TASK GOAL >> The lines wanted run from the first one below through the one with "1 1 now sub". Return them exactly.

(Collected data entries)
=== Begin Enclosure ===
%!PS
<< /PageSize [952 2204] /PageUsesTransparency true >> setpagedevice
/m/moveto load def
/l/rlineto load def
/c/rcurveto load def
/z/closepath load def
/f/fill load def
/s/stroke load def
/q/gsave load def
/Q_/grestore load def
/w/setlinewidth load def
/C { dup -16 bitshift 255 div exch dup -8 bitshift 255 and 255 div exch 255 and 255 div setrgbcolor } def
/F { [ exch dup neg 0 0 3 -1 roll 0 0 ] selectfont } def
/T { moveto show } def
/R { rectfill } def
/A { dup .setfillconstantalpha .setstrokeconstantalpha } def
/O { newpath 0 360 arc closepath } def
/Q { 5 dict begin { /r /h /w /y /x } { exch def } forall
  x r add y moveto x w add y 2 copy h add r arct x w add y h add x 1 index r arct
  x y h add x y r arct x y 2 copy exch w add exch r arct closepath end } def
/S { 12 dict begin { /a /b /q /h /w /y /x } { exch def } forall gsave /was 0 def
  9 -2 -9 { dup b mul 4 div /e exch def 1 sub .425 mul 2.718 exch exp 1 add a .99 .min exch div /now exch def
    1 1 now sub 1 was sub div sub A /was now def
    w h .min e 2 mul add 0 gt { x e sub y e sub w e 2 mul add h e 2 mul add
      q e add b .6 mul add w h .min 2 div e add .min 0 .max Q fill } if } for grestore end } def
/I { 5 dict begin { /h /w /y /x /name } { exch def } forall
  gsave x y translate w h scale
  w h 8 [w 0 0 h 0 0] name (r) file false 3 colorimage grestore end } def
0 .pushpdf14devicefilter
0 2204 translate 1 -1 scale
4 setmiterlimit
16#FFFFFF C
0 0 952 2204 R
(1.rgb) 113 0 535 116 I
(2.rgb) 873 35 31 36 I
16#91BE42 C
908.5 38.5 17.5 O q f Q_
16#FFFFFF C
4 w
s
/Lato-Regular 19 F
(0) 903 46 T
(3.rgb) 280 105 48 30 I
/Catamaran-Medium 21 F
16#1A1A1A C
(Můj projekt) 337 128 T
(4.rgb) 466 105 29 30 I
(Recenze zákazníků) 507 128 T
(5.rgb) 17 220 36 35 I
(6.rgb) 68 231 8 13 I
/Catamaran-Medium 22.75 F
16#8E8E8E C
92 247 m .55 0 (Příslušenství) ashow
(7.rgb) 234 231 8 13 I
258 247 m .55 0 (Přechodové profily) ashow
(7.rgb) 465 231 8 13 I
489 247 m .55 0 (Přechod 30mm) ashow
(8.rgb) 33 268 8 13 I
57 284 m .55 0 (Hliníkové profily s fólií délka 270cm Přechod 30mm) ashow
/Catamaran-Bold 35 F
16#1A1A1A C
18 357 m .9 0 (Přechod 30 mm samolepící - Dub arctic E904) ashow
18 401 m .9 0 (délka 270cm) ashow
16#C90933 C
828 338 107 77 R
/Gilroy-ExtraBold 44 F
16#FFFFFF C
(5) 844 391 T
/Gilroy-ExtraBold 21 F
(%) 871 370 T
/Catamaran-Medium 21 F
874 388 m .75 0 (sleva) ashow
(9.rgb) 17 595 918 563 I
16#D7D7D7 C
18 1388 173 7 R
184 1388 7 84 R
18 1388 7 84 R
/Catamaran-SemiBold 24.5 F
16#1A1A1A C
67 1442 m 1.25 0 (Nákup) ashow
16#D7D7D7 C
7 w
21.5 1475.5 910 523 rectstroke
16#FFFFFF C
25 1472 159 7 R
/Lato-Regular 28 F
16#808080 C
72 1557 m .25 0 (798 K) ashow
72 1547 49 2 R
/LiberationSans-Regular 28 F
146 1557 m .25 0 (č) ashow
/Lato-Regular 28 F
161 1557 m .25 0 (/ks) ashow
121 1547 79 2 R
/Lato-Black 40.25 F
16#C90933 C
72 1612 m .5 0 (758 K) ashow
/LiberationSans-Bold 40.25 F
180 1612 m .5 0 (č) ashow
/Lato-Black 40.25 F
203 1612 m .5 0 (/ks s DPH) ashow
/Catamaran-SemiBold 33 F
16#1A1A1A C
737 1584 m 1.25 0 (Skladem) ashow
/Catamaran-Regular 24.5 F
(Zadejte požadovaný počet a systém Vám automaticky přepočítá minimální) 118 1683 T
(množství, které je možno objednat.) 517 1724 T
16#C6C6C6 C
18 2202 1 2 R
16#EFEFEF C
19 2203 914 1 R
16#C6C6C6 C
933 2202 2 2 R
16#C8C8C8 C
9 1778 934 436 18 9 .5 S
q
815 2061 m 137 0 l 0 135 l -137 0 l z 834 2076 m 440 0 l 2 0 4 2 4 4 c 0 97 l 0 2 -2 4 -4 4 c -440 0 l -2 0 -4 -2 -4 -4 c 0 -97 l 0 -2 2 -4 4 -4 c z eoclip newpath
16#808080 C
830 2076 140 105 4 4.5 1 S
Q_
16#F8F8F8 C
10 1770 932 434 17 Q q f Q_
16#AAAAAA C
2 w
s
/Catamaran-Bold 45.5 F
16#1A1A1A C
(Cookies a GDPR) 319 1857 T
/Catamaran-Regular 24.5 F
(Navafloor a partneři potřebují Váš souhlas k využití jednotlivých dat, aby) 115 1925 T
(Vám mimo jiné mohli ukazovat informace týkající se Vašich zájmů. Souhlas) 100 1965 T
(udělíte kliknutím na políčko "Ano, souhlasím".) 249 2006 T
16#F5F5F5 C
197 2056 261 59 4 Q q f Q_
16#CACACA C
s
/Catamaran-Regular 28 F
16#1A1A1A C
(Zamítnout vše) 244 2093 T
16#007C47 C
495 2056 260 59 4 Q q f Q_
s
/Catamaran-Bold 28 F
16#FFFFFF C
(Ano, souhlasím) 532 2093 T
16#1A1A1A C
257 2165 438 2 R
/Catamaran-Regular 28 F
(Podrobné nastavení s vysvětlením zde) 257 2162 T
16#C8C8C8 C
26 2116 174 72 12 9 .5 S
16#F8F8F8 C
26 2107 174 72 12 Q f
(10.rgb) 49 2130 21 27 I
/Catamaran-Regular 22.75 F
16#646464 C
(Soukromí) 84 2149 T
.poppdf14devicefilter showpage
=== End Enclosure ===
REPLY >>
%!PS
<< /PageSize [952 2204] /PageUsesTransparency true >> setpagedevice
/m/moveto load def
/l/rlineto load def
/c/rcurveto load def
/z/closepath load def
/f/fill load def
/s/stroke load def
/q/gsave load def
/Q_/grestore load def
/w/setlinewidth load def
/C { dup -16 bitshift 255 div exch dup -8 bitshift 255 and 255 div exch 255 and 255 div setrgbcolor } def
/F { [ exch dup neg 0 0 3 -1 roll 0 0 ] selectfont } def
/T { moveto show } def
/R { rectfill } def
/A { dup .setfillconstantalpha .setstrokeconstantalpha } def
/O { newpath 0 360 arc closepath } def
/Q { 5 dict begin { /r /h /w /y /x } { exch def } forall
  x r add y moveto x w add y 2 copy h add r arct x w add y h add x 1 index r arct
  x y h add x y r arct x y 2 copy exch w add exch r arct closepath end } def
/S { 12 dict begin { /a /b /q /h /w /y /x } { exch def } forall gsave /was 0 def
  9 -2 -9 { dup b mul 4 div /e exch def 1 sub .425 mul 2.718 exch exp 1 add a .99 .min exch div /now exch def
    1 1 now sub 1 was sub div sub A /was now def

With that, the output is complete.